Death By ENIC: Or How I Stopped Worrying And Learned To Love The Europa League

Once upon a time, maybe 60 years or so ago, European football was somewhat of an exotic experience for British football fans. To drop some perspective into the mix, it wasn’t until 1966 that an Englishman called Freddie Laker started an airline company that was aimed at ordinary people.

Affordable travel within Europe (and via transatlantic routes) was essentially a complete novelty, and suddenly a new generation of regular folk could not just holiday abroad, but also begin to indulge in short haul flights for such fripperies as ‘football matches’. The Internet wasn’t the first thing to make the world a smaller place.

Bill Nicholson didn’t just manage Spurs from 1958 to 1974, the man quite rightly also managed to achieve quite shamanic levels of respect from the club’s supporters that still exists this very day. Bill had won the double in 1960/61, but he’d seen that notable success eclipsed by the end of that decade. The season before that, Bill’s side had finished 3rd in the old First Division to Manchester United, and by the 1967/68 season, Manchester United beat Benfica 4-1to go from being recent champions of England to the champions of Europe.

By the 1971/72 season, Bill had won the UEFA cup, which at least kept Tottenham in the European footbal frame. Where cynics might argue, we’ve been ever since.

“It’s magnificent to be in Europe, and this club – a club like Tottenham Hotspur – if we’re not in Europe… We’re nothing. We’re nothing.”

Bill Nicholson.

Spurs won the UEFA in the 1983/84 season under Keith Burkinshaw, but since then Tottenham have fundamentally failed to pass muster in Europe. Apologists for ENIC will cite the 2018/19 Champions League final appearance against Liverpool as if it were of substantial value, but football is a professional sport, and winning is the metric. Hence, no Spurs fan retweets clips of that game – just the Ajax one that took us to the final.

Fast forward to this current season and Spurs are looking like favourites to end up back in the very competition that Bill used to make Spurs relevant again.

The Tottenham Hotspur Supporters’ Trust published a report of their latest THST board to THFC board meeting today and this particular line stood out for me: “Funds were ring-fenced for the summer however not qualifying for Champions League would have an impact all round.”

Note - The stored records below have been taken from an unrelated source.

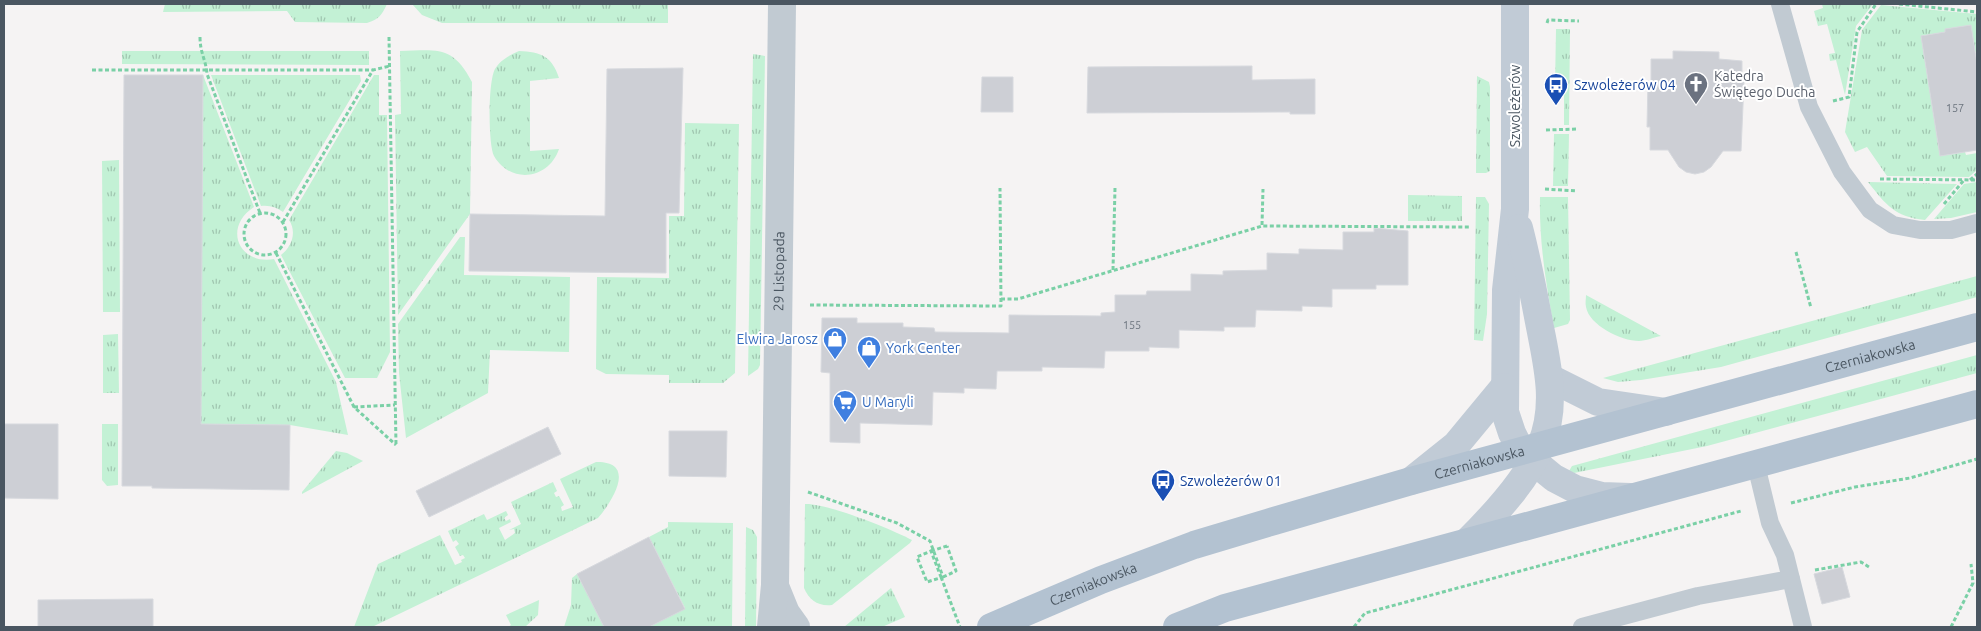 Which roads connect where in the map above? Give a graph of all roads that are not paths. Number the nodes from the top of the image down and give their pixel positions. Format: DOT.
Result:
graph roads {
  1 [pos="782,4"];
  2 [pos="1516,4"];
  3 [pos="1780,4"];
  4 [pos="1515,209"];
  5 [pos="1977,223"];
  6 [pos="1977,327"];
  7 [pos="1550,378"];
  8 [pos="1504,387"];
  9 [pos="1977,404"];
  10 [pos="1666,412"];
  11 [pos="1532,453"];
  12 [pos="1756,465"];
  13 [pos="1412,481"];
  14 [pos="1631,498"];
  15 [pos="1467,542"];
  16 [pos="1791,579"];
  17 [pos="775,585"];
  18 [pos="771,627"];
  19 [pos="796,627"];
  20 [pos="991,627"];
  21 [pos="1177,627"];
  22 [pos="1582,627"];
  23 [pos="1804,627"];
  1 -- 17 [label="street, 29 Listopada"];
  2 -- 4 [label="street, Szwoleżerów"];
  3 -- 5 [label="lane"];
  4 -- 7 [label="street, Szwoleżerów"];
  4 -- 8 [label="street, Szwoleżerów"];
  6 -- 10 [label="main road, Czerniakowska"];
  7 -- 10 [label="street"];
  7 -- 11 [label="street, Szwoleżerów"];
  8 -- 11 [label="street, Szwoleżerów"];
  8 -- 13 [label="street"];
  9 -- 12 [label="main road"];
  10 -- 11 [label="main road, Czerniakowska"];
  11 -- 13 [label="main road, Czerniakowska"];
  11 -- 14 [label="street, Szwoleżerów"];
  11 -- 15 [label="street, Szwoleżerów"];
  12 -- 14 [label="main road"];
  12 -- 16 [label="lane"];
  13 -- 20 [label="main road, Czerniakowska"];
  14 -- 15 [label="main road"];
  15 -- 21 [label="main road"];
  16 -- 22 [label="lane"];
  16 -- 23 [label="lane"];
  17 -- 18 [label="street, 29 Listopada"];
  17 -- 19 [label="street"];
} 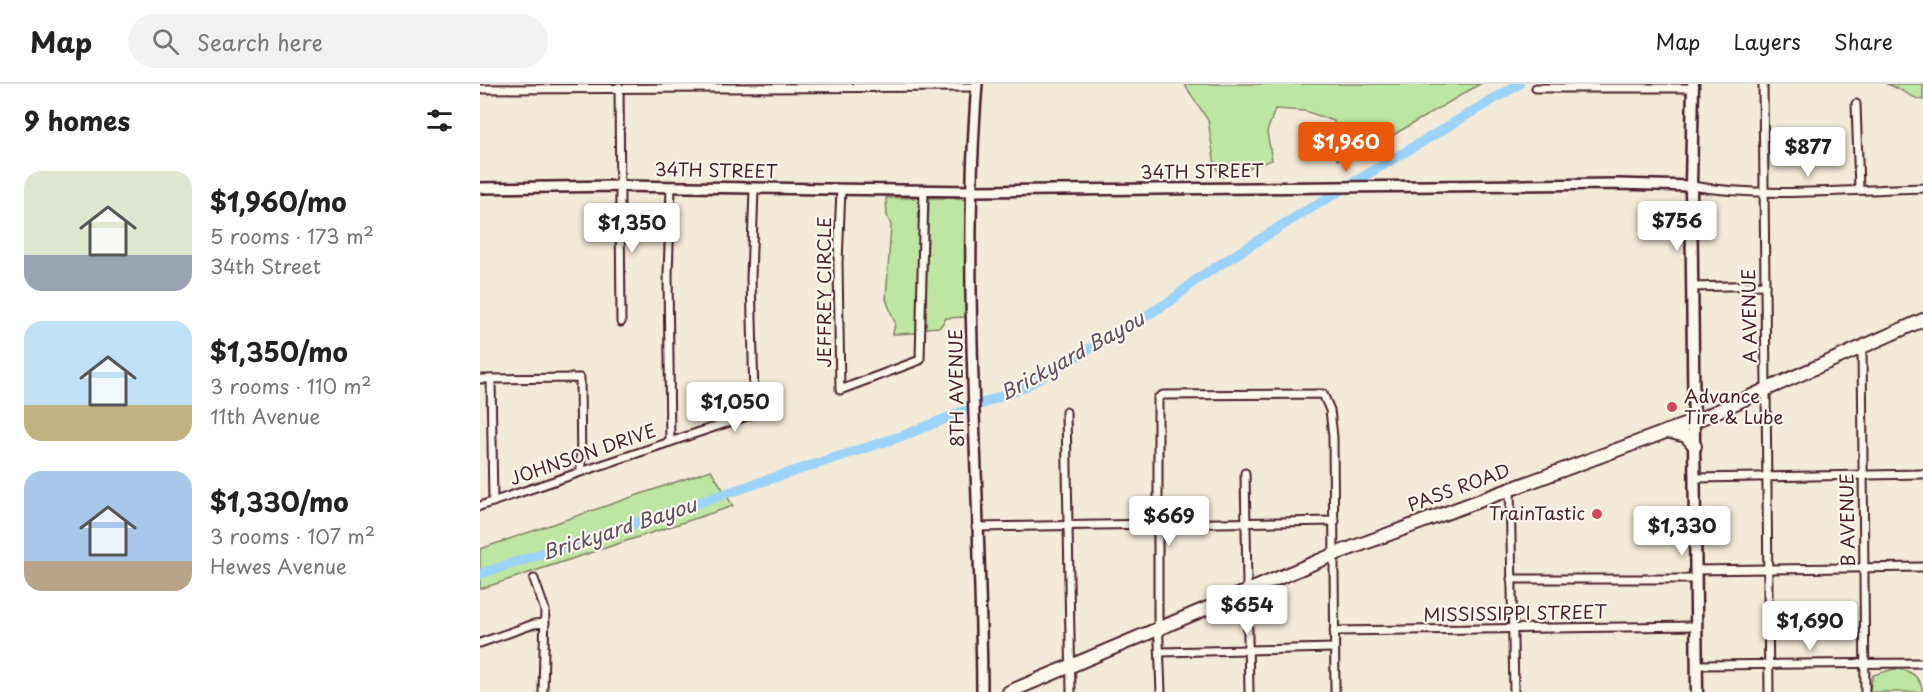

The rebuild of this existing Spurs’ squad will be slow and in certain respects, a little painful. But it could be better than the current living death that is “competing”.

José Mourinho ought to be asked politely by ENIC’s representatives on Earth, to pursue the Europa League next season. It would be an achievable compromise between the Champions League – for which Spurs are patently unfit to compete meaningfully in tight now – and seeking to win a domestic trophy, which would be of negligible value to our owners.

Mourinho isn’t too many additions this summer from stabilizing what is still a dysfunctional squad. Breaking the business model chains that currently binds us isn’t going to happen anytime soon. And so what I am suggesting here is precisely what it looks like – a plausible if unpalatable compromise.

Everyone in the 21st century takes European football for granted. Maybe it’s time as fans we cut our cloth according to the provision of said fabric by our masters, and lowered our sights a little?